Exercise instructions
Please reproduce the listing verbatim, without its images.

Source material
------
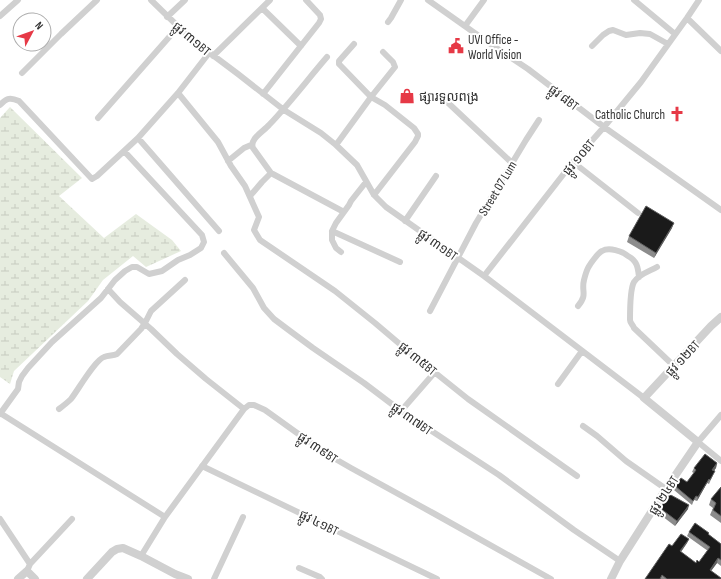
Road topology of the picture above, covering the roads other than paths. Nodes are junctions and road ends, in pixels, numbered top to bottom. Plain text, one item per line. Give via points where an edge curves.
1 (18, 0) edge
2 (97, 0) edge
3 (151, 0) edge
4 (185, 0) edge
5 (270, 0) edge
6 (306, 0) edge
7 (401, 0) edge
8 (428, 0) edge
9 (484, 0) edge
10 (634, 0) edge
11 (699, 0) edge
12 (262, 8) junction
13 (0, 16) edge
14 (167, 17) junction
15 (687, 18) junction
16 (388, 22) dead end
17 (465, 26) junction
18 (178, 27) junction
19 (675, 34) junction
20 (354, 44) dead end
21 (668, 44) junction
22 (301, 46) junction
23 (592, 46) dead end
24 (721, 51) edge
25 (383, 52) dead end
26 (211, 55) junction
27 (327, 56) dead end
28 (22, 73) dead end
29 (178, 93) junction
30 (263, 94) junction
31 (371, 97) junction
32 (444, 99) dead end
33 (0, 105) edge
34 (284, 110) junction
35 (98, 118) dead end
36 (539, 120) dead end
37 (604, 127) junction
38 (138, 138) junction
39 (251, 145) junction
40 (336, 145) junction
41 (124, 151) junction
42 (228, 161) junction
43 (573, 162) junction
44 (512, 163) junction
45 (272, 172) junction
46 (436, 176) dead end
47 (366, 182) junction
48 (374, 195) junction
49 (250, 196) junction
50 (721, 210) edge
51 (344, 212) junction
52 (638, 213) dead end
53 (405, 221) junction
54 (219, 231) dead end
55 (332, 231) junction
56 (341, 252) dead end
57 (224, 253) dead end
58 (458, 258) junction
59 (400, 262) dead end
60 (657, 267) dead end
61 (484, 276) junction
62 (639, 277) junction
63 (185, 280) dead end
64 (108, 289) junction
65 (578, 306) dead end
66 (430, 311) dead end
67 (721, 317) edge
68 (145, 323) junction
69 (582, 351) junction
70 (674, 366) junction
71 (435, 372) junction
72 (558, 384) dead end
73 (644, 398) junction
74 (59, 409) dead end
75 (244, 409) junction
76 (401, 411) junction
77 (0, 414) edge
78 (721, 415) edge
79 (583, 426) dead end
80 (698, 442) junction
81 (721, 461) edge
82 (202, 466) junction
83 (577, 476) dead end
84 (666, 489) junction
85 (165, 517) junction
86 (244, 517) dead end
87 (0, 519) edge
88 (72, 520) dead end
89 (141, 556) junction
90 (620, 561) junction
91 (28, 568) junction
92 (299, 568) dead end
93 (174, 577) edge
94 (18, 579) edge
95 (35, 579) edge
96 (87, 579) edge
97 (188, 579) edge
98 (214, 579) edge
99 (322, 579) edge
100 (436, 579) edge
101 (551, 579) edge
102 (611, 579) edge

1 - 13 street
2 - 28 street
3 - 14 street, ផ្លូវ ៣១BT
4 - 14 street, ផ្លូវ ៣១BT
5 - 12 street
6 - 22 street via 322,19
7 - 16 street
8 - 17 street, ផ្លូវ ៨BT
9 - 17 street
10 - 19 street
11 - 15 street, ផ្លូវ ១០BT
12 - 22 street
12 - 26 street
14 - 18 street, ផ្លូវ ៣១BT
15 - 19 street, ផ្លូវ ១០BT
15 - 24 street
17 - 37 street, ផ្លូវ ៨BT via 528,69
18 - 26 street, ផ្លូវ ៣១BT
18 - 35 street
19 - 21 street, ផ្លូវ ១០BT
20 - 31 street via 339,64
21 - 23 street via 650,34 626,35 613,30 603,35
21 - 37 street, ផ្លូវ ១០BT
22 - 30 street
25 - 31 street via 395,67
26 - 29 street
26 - 30 street, ផ្លូវ ៣១BT
27 - 34 street
29 - 38 street
29 - 42 street via 218,142
30 - 34 street, ផ្លូវ ៣១BT
31 - 40 street
31 - 48 street via 391,109 418,134
32 - 44 street
33 - 41 street via 6,99 19,101 92,179
34 - 39 street
34 - 40 street, ផ្លូវ ៣១BT
36 - 44 street, Street 07 Lum
37 - 43 street, ផ្លូវ ១០BT
37 - 50 street, ផ្លូវ ៨BT
38 - 41 street
38 - 54 street
39 - 42 street
39 - 45 street
40 - 47 street, ផ្លូវ ៣១BT via 357,165
41 - 64 street via 202,235 204,242 201,248 162,271 149,274 132,267
42 - 49 street
43 - 52 street
43 - 61 street, ផ្លូវ ១០BT
44 - 58 street, Street 07 Lum
45 - 49 street
45 - 51 street
46 - 53 street
47 - 48 street, ផ្លូវ ៣១BT
47 - 51 street
48 - 53 street, ផ្លូវ ៣១BT
49 - 71 street, ផ្លូវ ៣៥BT via 259,217 254,230 260,240 335,291
51 - 55 street
53 - 58 street, ផ្លូវ ៣១BT
55 - 56 street via 332,240
55 - 59 street
57 - 76 street, ផ្លូវ ៣៧BT via 249,282 264,308 274,318
58 - 61 street, ផ្លូវ ៣១BT
58 - 66 street, Street 07 Lum
60 - 62 street
61 - 69 street, ផ្លូវ ៣១BT
62 - 65 street via 636,262 629,256 608,249 601,252 588,268 584,295
62 - 70 street via 633,283 630,321 634,328
63 - 68 street via 151,311
64 - 68 street
64 - 77 street via 28,368 19,382 18,389
67 - 70 street, ផ្លូវ ១២BT
68 - 74 street via 117,354 104,357 96,364 71,398
68 - 75 street via 177,354
69 - 72 street
69 - 73 street, ផ្លូវ ៣១BT
70 - 73 street, ផ្លូវ ១២BT
71 - 76 street
71 - 83 street, ផ្លូវ ៣៥BT via 468,399
73 - 80 street, ផ្លូវ ៣១BT
75 - 82 street
75 - 101 street, ផ្លូវ ៣៩BT via 254,405 265,410 325,453
76 - 90 street, ផ្លូវ ៣៧BT via 499,475
77 - 85 street
78 - 80 street, ផ្លូវ ២៤BT
79 - 84 street
80 - 81 street, ផ្លូវ ៣១BT
80 - 84 street, ផ្លូវ ២៤BT
82 - 85 street
82 - 100 street, ផ្លូវ ៤១BT
84 - 90 street, ផ្លូវ ២៤BT
85 - 89 street
86 - 98 street
87 - 91 street
88 - 91 street
89 - 93 street
89 - 96 street via 123,548 117,549
90 - 102 street, ផ្លូវ ២៤BT
91 - 94 street
91 - 95 street
92 - 99 street
93 - 97 street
------
Answer box
Road topology of the picture above, covering the roads other than paths. Nodes are junctions and road ends, in pixels, numbered top to bottom. Plain text, one item per line. Give via points where an edge curves.
1 (18, 0) edge
2 (97, 0) edge
3 (151, 0) edge
4 (185, 0) edge
5 (270, 0) edge
6 (306, 0) edge
7 (401, 0) edge
8 (428, 0) edge
9 (484, 0) edge
10 (634, 0) edge
11 (699, 0) edge
12 (262, 8) junction
13 (0, 16) edge
14 (167, 17) junction
15 (687, 18) junction
16 (388, 22) dead end
17 (465, 26) junction
18 (178, 27) junction
19 (675, 34) junction
20 (354, 44) dead end
21 (668, 44) junction
22 (301, 46) junction
23 (592, 46) dead end
24 (721, 51) edge
25 (383, 52) dead end
26 (211, 55) junction
27 (327, 56) dead end
28 (22, 73) dead end
29 (178, 93) junction
30 (263, 94) junction
31 (371, 97) junction
32 (444, 99) dead end
33 (0, 105) edge
34 (284, 110) junction
35 (98, 118) dead end
36 (539, 120) dead end
37 (604, 127) junction
38 (138, 138) junction
39 (251, 145) junction
40 (336, 145) junction
41 (124, 151) junction
42 (228, 161) junction
43 (573, 162) junction
44 (512, 163) junction
45 (272, 172) junction
46 (436, 176) dead end
47 (366, 182) junction
48 (374, 195) junction
49 (250, 196) junction
50 (721, 210) edge
51 (344, 212) junction
52 (638, 213) dead end
53 (405, 221) junction
54 (219, 231) dead end
55 (332, 231) junction
56 (341, 252) dead end
57 (224, 253) dead end
58 (458, 258) junction
59 (400, 262) dead end
60 (657, 267) dead end
61 (484, 276) junction
62 (639, 277) junction
63 (185, 280) dead end
64 (108, 289) junction
65 (578, 306) dead end
66 (430, 311) dead end
67 (721, 317) edge
68 (145, 323) junction
69 (582, 351) junction
70 (674, 366) junction
71 (435, 372) junction
72 (558, 384) dead end
73 (644, 398) junction
74 (59, 409) dead end
75 (244, 409) junction
76 (401, 411) junction
77 (0, 414) edge
78 (721, 415) edge
79 (583, 426) dead end
80 (698, 442) junction
81 (721, 461) edge
82 (202, 466) junction
83 (577, 476) dead end
84 (666, 489) junction
85 (165, 517) junction
86 (244, 517) dead end
87 (0, 519) edge
88 (72, 520) dead end
89 (141, 556) junction
90 (620, 561) junction
91 (28, 568) junction
92 (299, 568) dead end
93 (174, 577) edge
94 (18, 579) edge
95 (35, 579) edge
96 (87, 579) edge
97 (188, 579) edge
98 (214, 579) edge
99 (322, 579) edge
100 (436, 579) edge
101 (551, 579) edge
102 (611, 579) edge

1 - 13 street
2 - 28 street
3 - 14 street, ផ្លូវ ៣១BT
4 - 14 street, ផ្លូវ ៣១BT
5 - 12 street
6 - 22 street via 322,19
7 - 16 street
8 - 17 street, ផ្លូវ ៨BT
9 - 17 street
10 - 19 street
11 - 15 street, ផ្លូវ ១០BT
12 - 22 street
12 - 26 street
14 - 18 street, ផ្លូវ ៣១BT
15 - 19 street, ផ្លូវ ១០BT
15 - 24 street
17 - 37 street, ផ្លូវ ៨BT via 528,69
18 - 26 street, ផ្លូវ ៣១BT
18 - 35 street
19 - 21 street, ផ្លូវ ១០BT
20 - 31 street via 339,64
21 - 23 street via 650,34 626,35 613,30 603,35
21 - 37 street, ផ្លូវ ១០BT
22 - 30 street
25 - 31 street via 395,67
26 - 29 street
26 - 30 street, ផ្លូវ ៣១BT
27 - 34 street
29 - 38 street
29 - 42 street via 218,142
30 - 34 street, ផ្លូវ ៣១BT
31 - 40 street
31 - 48 street via 391,109 418,134
32 - 44 street
33 - 41 street via 6,99 19,101 92,179
34 - 39 street
34 - 40 street, ផ្លូវ ៣១BT
36 - 44 street, Street 07 Lum
37 - 43 street, ផ្លូវ ១០BT
37 - 50 street, ផ្លូវ ៨BT
38 - 41 street
38 - 54 street
39 - 42 street
39 - 45 street
40 - 47 street, ផ្លូវ ៣១BT via 357,165
41 - 64 street via 202,235 204,242 201,248 162,271 149,274 132,267
42 - 49 street
43 - 52 street
43 - 61 street, ផ្លូវ ១០BT
44 - 58 street, Street 07 Lum
45 - 49 street
45 - 51 street
46 - 53 street
47 - 48 street, ផ្លូវ ៣១BT
47 - 51 street
48 - 53 street, ផ្លូវ ៣១BT
49 - 71 street, ផ្លូវ ៣៥BT via 259,217 254,230 260,240 335,291
51 - 55 street
53 - 58 street, ផ្លូវ ៣១BT
55 - 56 street via 332,240
55 - 59 street
57 - 76 street, ផ្លូវ ៣៧BT via 249,282 264,308 274,318
58 - 61 street, ផ្លូវ ៣១BT
58 - 66 street, Street 07 Lum
60 - 62 street
61 - 69 street, ផ្លូវ ៣១BT
62 - 65 street via 636,262 629,256 608,249 601,252 588,268 584,295
62 - 70 street via 633,283 630,321 634,328
63 - 68 street via 151,311
64 - 68 street
64 - 77 street via 28,368 19,382 18,389
67 - 70 street, ផ្លូវ ១២BT
68 - 74 street via 117,354 104,357 96,364 71,398
68 - 75 street via 177,354
69 - 72 street
69 - 73 street, ផ្លូវ ៣១BT
70 - 73 street, ផ្លូវ ១២BT
71 - 76 street
71 - 83 street, ផ្លូវ ៣៥BT via 468,399
73 - 80 street, ផ្លូវ ៣១BT
75 - 82 street
75 - 101 street, ផ្លូវ ៣៩BT via 254,405 265,410 325,453
76 - 90 street, ផ្លូវ ៣៧BT via 499,475
77 - 85 street
78 - 80 street, ផ្លូវ ២៤BT
79 - 84 street
80 - 81 street, ផ្លូវ ៣១BT
80 - 84 street, ផ្លូវ ២៤BT
82 - 85 street
82 - 100 street, ផ្លូវ ៤១BT
84 - 90 street, ផ្លូវ ២៤BT
85 - 89 street
86 - 98 street
87 - 91 street
88 - 91 street
89 - 93 street
89 - 96 street via 123,548 117,549
90 - 102 street, ផ្លូវ ២៤BT
91 - 94 street
91 - 95 street
92 - 99 street
93 - 97 street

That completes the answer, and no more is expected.